- **WHAT TO PRODUCE**:
Copy all the records word for word, apart from any pictures.

- **EXERCISE DATA**:
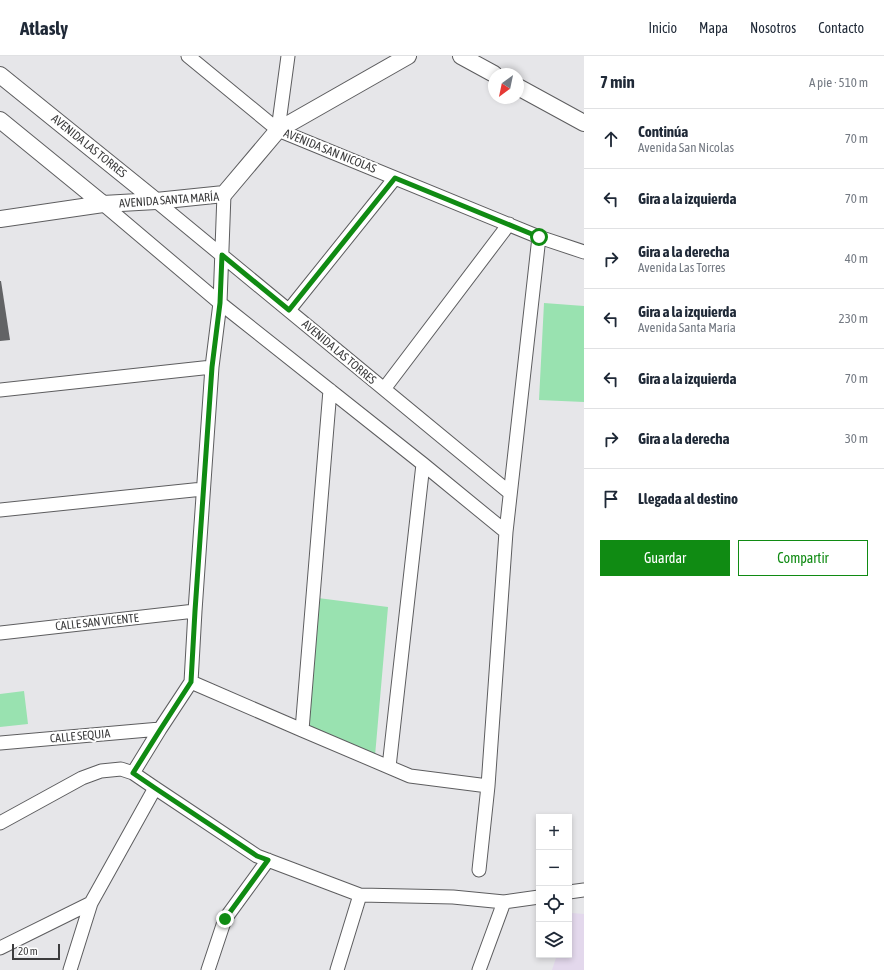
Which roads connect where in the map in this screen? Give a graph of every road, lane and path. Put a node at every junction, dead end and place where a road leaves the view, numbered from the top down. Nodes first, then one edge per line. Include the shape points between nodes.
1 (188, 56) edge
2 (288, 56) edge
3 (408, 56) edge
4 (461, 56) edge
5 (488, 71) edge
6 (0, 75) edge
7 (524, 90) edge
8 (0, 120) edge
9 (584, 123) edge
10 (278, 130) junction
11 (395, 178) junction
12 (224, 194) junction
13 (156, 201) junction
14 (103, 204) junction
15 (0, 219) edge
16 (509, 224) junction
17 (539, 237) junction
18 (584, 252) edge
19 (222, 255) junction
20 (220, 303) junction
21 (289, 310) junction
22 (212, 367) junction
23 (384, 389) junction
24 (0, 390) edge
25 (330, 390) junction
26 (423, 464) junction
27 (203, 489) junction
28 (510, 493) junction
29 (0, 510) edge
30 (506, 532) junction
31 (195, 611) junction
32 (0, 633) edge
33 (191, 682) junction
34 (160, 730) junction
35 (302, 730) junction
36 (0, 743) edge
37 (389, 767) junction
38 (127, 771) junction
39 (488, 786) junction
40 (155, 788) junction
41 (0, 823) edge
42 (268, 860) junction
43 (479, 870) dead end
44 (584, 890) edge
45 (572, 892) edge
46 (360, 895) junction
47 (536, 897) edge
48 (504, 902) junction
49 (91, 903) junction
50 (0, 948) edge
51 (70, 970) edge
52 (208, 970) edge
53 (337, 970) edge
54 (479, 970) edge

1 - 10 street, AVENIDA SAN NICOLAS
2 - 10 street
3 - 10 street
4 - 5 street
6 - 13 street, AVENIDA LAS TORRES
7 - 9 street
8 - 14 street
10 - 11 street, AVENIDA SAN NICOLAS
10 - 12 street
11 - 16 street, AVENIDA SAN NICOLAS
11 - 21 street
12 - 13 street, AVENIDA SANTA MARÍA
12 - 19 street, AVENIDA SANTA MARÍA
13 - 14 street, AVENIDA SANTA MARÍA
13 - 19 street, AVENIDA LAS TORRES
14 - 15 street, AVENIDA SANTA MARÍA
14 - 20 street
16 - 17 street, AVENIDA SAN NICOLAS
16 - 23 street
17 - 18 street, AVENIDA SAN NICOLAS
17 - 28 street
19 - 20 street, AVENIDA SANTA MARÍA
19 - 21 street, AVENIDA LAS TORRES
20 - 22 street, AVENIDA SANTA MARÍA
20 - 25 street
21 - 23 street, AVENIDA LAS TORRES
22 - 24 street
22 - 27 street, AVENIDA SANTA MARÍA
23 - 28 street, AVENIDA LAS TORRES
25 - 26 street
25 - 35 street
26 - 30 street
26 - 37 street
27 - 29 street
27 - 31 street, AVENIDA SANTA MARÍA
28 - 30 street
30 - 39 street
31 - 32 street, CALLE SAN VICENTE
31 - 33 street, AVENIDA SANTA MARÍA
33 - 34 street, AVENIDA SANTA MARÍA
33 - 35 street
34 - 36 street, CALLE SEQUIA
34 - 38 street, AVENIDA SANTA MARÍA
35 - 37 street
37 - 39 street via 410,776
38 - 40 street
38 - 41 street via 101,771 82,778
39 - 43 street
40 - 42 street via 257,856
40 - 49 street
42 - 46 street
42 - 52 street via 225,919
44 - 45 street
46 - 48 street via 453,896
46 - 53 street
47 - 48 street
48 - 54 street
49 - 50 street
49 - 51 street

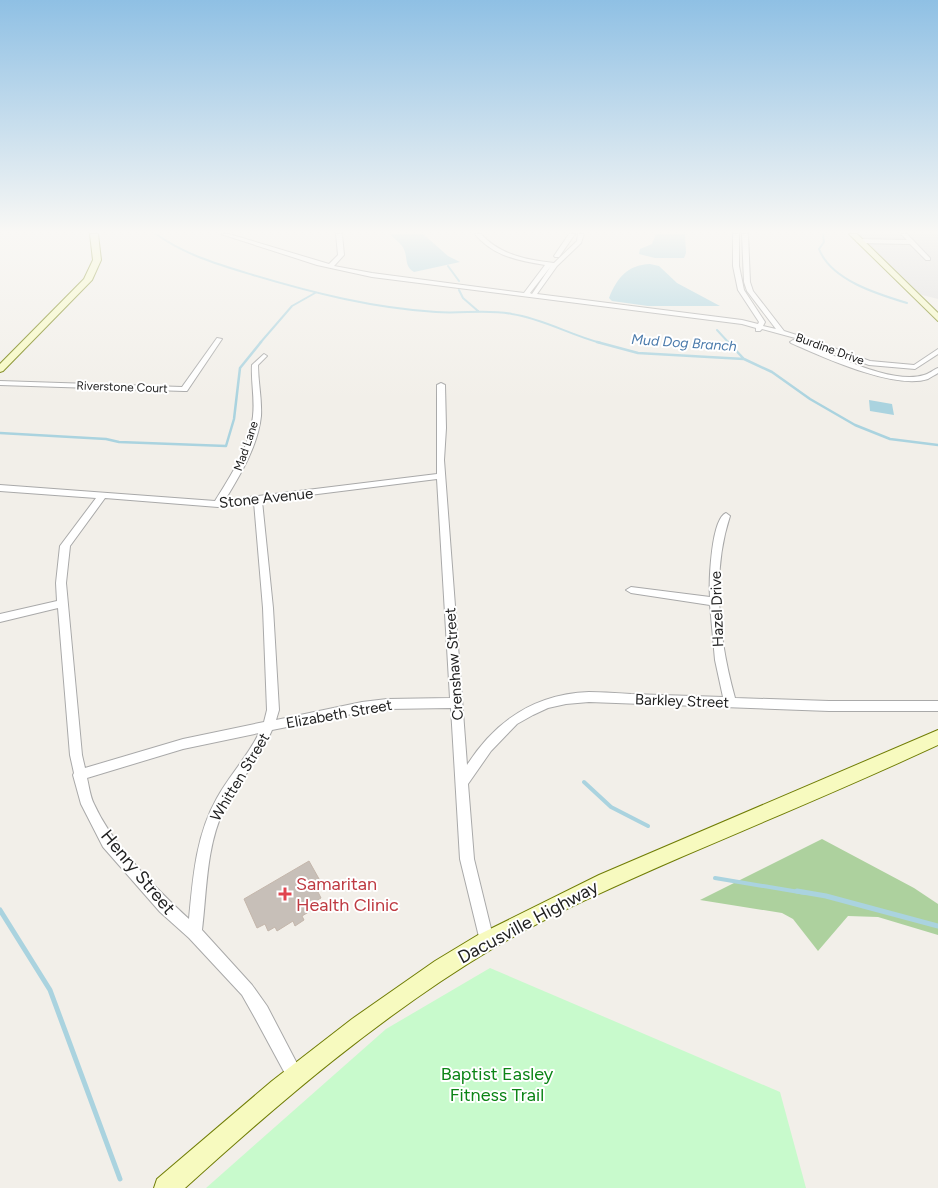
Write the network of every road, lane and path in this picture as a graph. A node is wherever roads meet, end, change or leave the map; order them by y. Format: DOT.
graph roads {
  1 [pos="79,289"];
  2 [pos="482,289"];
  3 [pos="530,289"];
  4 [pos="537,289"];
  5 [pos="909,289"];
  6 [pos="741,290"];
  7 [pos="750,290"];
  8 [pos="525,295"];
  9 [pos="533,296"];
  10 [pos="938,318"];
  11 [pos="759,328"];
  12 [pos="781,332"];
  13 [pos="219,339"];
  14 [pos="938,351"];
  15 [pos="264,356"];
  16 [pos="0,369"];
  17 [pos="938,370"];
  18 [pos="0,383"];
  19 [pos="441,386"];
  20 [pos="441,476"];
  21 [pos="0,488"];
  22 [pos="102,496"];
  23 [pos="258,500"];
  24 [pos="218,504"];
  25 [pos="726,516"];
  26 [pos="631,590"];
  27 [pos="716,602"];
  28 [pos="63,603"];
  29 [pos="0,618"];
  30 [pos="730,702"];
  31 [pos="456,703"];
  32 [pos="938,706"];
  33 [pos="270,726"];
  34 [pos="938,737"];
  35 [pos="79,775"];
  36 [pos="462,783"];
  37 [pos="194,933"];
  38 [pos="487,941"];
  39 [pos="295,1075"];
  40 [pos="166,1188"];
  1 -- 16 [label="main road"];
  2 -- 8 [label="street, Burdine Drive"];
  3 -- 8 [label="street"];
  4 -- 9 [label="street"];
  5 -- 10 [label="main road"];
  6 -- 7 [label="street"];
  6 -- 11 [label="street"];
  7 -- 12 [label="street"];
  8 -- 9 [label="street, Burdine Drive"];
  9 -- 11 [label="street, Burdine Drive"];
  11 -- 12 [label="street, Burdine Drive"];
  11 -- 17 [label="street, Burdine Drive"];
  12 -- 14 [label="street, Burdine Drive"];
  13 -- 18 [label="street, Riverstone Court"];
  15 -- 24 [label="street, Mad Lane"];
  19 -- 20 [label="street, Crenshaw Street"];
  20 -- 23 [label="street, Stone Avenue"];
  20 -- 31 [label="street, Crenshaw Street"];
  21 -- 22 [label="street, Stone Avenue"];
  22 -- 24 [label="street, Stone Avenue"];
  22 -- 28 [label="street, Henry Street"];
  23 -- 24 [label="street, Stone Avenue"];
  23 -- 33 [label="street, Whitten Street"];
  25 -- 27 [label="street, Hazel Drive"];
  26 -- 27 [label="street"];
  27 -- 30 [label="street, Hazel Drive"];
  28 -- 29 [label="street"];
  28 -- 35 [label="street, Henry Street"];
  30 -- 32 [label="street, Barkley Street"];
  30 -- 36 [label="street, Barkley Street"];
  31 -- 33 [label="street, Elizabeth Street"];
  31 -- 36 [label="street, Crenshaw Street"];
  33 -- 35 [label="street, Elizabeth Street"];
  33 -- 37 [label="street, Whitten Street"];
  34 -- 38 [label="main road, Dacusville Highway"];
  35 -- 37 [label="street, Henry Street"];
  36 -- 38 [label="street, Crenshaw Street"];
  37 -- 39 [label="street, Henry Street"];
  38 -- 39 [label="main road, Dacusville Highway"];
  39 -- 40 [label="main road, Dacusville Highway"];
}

- **RESPONSE TO THE EXERCISE**:
Which roads connect where in the map in this screen? Give a graph of every road, lane and path. Put a node at every junction, dead end and place where a road leaves the view, numbered from the top down. Nodes first, then one edge per line. Include the shape points between nodes.
1 (188, 56) edge
2 (288, 56) edge
3 (408, 56) edge
4 (461, 56) edge
5 (488, 71) edge
6 (0, 75) edge
7 (524, 90) edge
8 (0, 120) edge
9 (584, 123) edge
10 (278, 130) junction
11 (395, 178) junction
12 (224, 194) junction
13 (156, 201) junction
14 (103, 204) junction
15 (0, 219) edge
16 (509, 224) junction
17 (539, 237) junction
18 (584, 252) edge
19 (222, 255) junction
20 (220, 303) junction
21 (289, 310) junction
22 (212, 367) junction
23 (384, 389) junction
24 (0, 390) edge
25 (330, 390) junction
26 (423, 464) junction
27 (203, 489) junction
28 (510, 493) junction
29 (0, 510) edge
30 (506, 532) junction
31 (195, 611) junction
32 (0, 633) edge
33 (191, 682) junction
34 (160, 730) junction
35 (302, 730) junction
36 (0, 743) edge
37 (389, 767) junction
38 (127, 771) junction
39 (488, 786) junction
40 (155, 788) junction
41 (0, 823) edge
42 (268, 860) junction
43 (479, 870) dead end
44 (584, 890) edge
45 (572, 892) edge
46 (360, 895) junction
47 (536, 897) edge
48 (504, 902) junction
49 (91, 903) junction
50 (0, 948) edge
51 (70, 970) edge
52 (208, 970) edge
53 (337, 970) edge
54 (479, 970) edge

1 - 10 street, AVENIDA SAN NICOLAS
2 - 10 street
3 - 10 street
4 - 5 street
6 - 13 street, AVENIDA LAS TORRES
7 - 9 street
8 - 14 street
10 - 11 street, AVENIDA SAN NICOLAS
10 - 12 street
11 - 16 street, AVENIDA SAN NICOLAS
11 - 21 street
12 - 13 street, AVENIDA SANTA MARÍA
12 - 19 street, AVENIDA SANTA MARÍA
13 - 14 street, AVENIDA SANTA MARÍA
13 - 19 street, AVENIDA LAS TORRES
14 - 15 street, AVENIDA SANTA MARÍA
14 - 20 street
16 - 17 street, AVENIDA SAN NICOLAS
16 - 23 street
17 - 18 street, AVENIDA SAN NICOLAS
17 - 28 street
19 - 20 street, AVENIDA SANTA MARÍA
19 - 21 street, AVENIDA LAS TORRES
20 - 22 street, AVENIDA SANTA MARÍA
20 - 25 street
21 - 23 street, AVENIDA LAS TORRES
22 - 24 street
22 - 27 street, AVENIDA SANTA MARÍA
23 - 28 street, AVENIDA LAS TORRES
25 - 26 street
25 - 35 street
26 - 30 street
26 - 37 street
27 - 29 street
27 - 31 street, AVENIDA SANTA MARÍA
28 - 30 street
30 - 39 street
31 - 32 street, CALLE SAN VICENTE
31 - 33 street, AVENIDA SANTA MARÍA
33 - 34 street, AVENIDA SANTA MARÍA
33 - 35 street
34 - 36 street, CALLE SEQUIA
34 - 38 street, AVENIDA SANTA MARÍA
35 - 37 street
37 - 39 street via 410,776
38 - 40 street
38 - 41 street via 101,771 82,778
39 - 43 street
40 - 42 street via 257,856
40 - 49 street
42 - 46 street
42 - 52 street via 225,919
44 - 45 street
46 - 48 street via 453,896
46 - 53 street
47 - 48 street
48 - 54 street
49 - 50 street
49 - 51 street

Write the network of every road, lane and path in this picture as a graph. A node is wherever roads meet, end, change or leave the map; order them by y. Format: DOT.
graph roads {
  1 [pos="79,289"];
  2 [pos="482,289"];
  3 [pos="530,289"];
  4 [pos="537,289"];
  5 [pos="909,289"];
  6 [pos="741,290"];
  7 [pos="750,290"];
  8 [pos="525,295"];
  9 [pos="533,296"];
  10 [pos="938,318"];
  11 [pos="759,328"];
  12 [pos="781,332"];
  13 [pos="219,339"];
  14 [pos="938,351"];
  15 [pos="264,356"];
  16 [pos="0,369"];
  17 [pos="938,370"];
  18 [pos="0,383"];
  19 [pos="441,386"];
  20 [pos="441,476"];
  21 [pos="0,488"];
  22 [pos="102,496"];
  23 [pos="258,500"];
  24 [pos="218,504"];
  25 [pos="726,516"];
  26 [pos="631,590"];
  27 [pos="716,602"];
  28 [pos="63,603"];
  29 [pos="0,618"];
  30 [pos="730,702"];
  31 [pos="456,703"];
  32 [pos="938,706"];
  33 [pos="270,726"];
  34 [pos="938,737"];
  35 [pos="79,775"];
  36 [pos="462,783"];
  37 [pos="194,933"];
  38 [pos="487,941"];
  39 [pos="295,1075"];
  40 [pos="166,1188"];
  1 -- 16 [label="main road"];
  2 -- 8 [label="street, Burdine Drive"];
  3 -- 8 [label="street"];
  4 -- 9 [label="street"];
  5 -- 10 [label="main road"];
  6 -- 7 [label="street"];
  6 -- 11 [label="street"];
  7 -- 12 [label="street"];
  8 -- 9 [label="street, Burdine Drive"];
  9 -- 11 [label="street, Burdine Drive"];
  11 -- 12 [label="street, Burdine Drive"];
  11 -- 17 [label="street, Burdine Drive"];
  12 -- 14 [label="street, Burdine Drive"];
  13 -- 18 [label="street, Riverstone Court"];
  15 -- 24 [label="street, Mad Lane"];
  19 -- 20 [label="street, Crenshaw Street"];
  20 -- 23 [label="street, Stone Avenue"];
  20 -- 31 [label="street, Crenshaw Street"];
  21 -- 22 [label="street, Stone Avenue"];
  22 -- 24 [label="street, Stone Avenue"];
  22 -- 28 [label="street, Henry Street"];
  23 -- 24 [label="street, Stone Avenue"];
  23 -- 33 [label="street, Whitten Street"];
  25 -- 27 [label="street, Hazel Drive"];
  26 -- 27 [label="street"];
  27 -- 30 [label="street, Hazel Drive"];
  28 -- 29 [label="street"];
  28 -- 35 [label="street, Henry Street"];
  30 -- 32 [label="street, Barkley Street"];
  30 -- 36 [label="street, Barkley Street"];
  31 -- 33 [label="street, Elizabeth Street"];
  31 -- 36 [label="street, Crenshaw Street"];
  33 -- 35 [label="street, Elizabeth Street"];
  33 -- 37 [label="street, Whitten Street"];
  34 -- 38 [label="main road, Dacusville Highway"];
  35 -- 37 [label="street, Henry Street"];
  36 -- 38 [label="street, Crenshaw Street"];
  37 -- 39 [label="street, Henry Street"];
  38 -- 39 [label="main road, Dacusville Highway"];
  39 -- 40 [label="main road, Dacusville Highway"];
}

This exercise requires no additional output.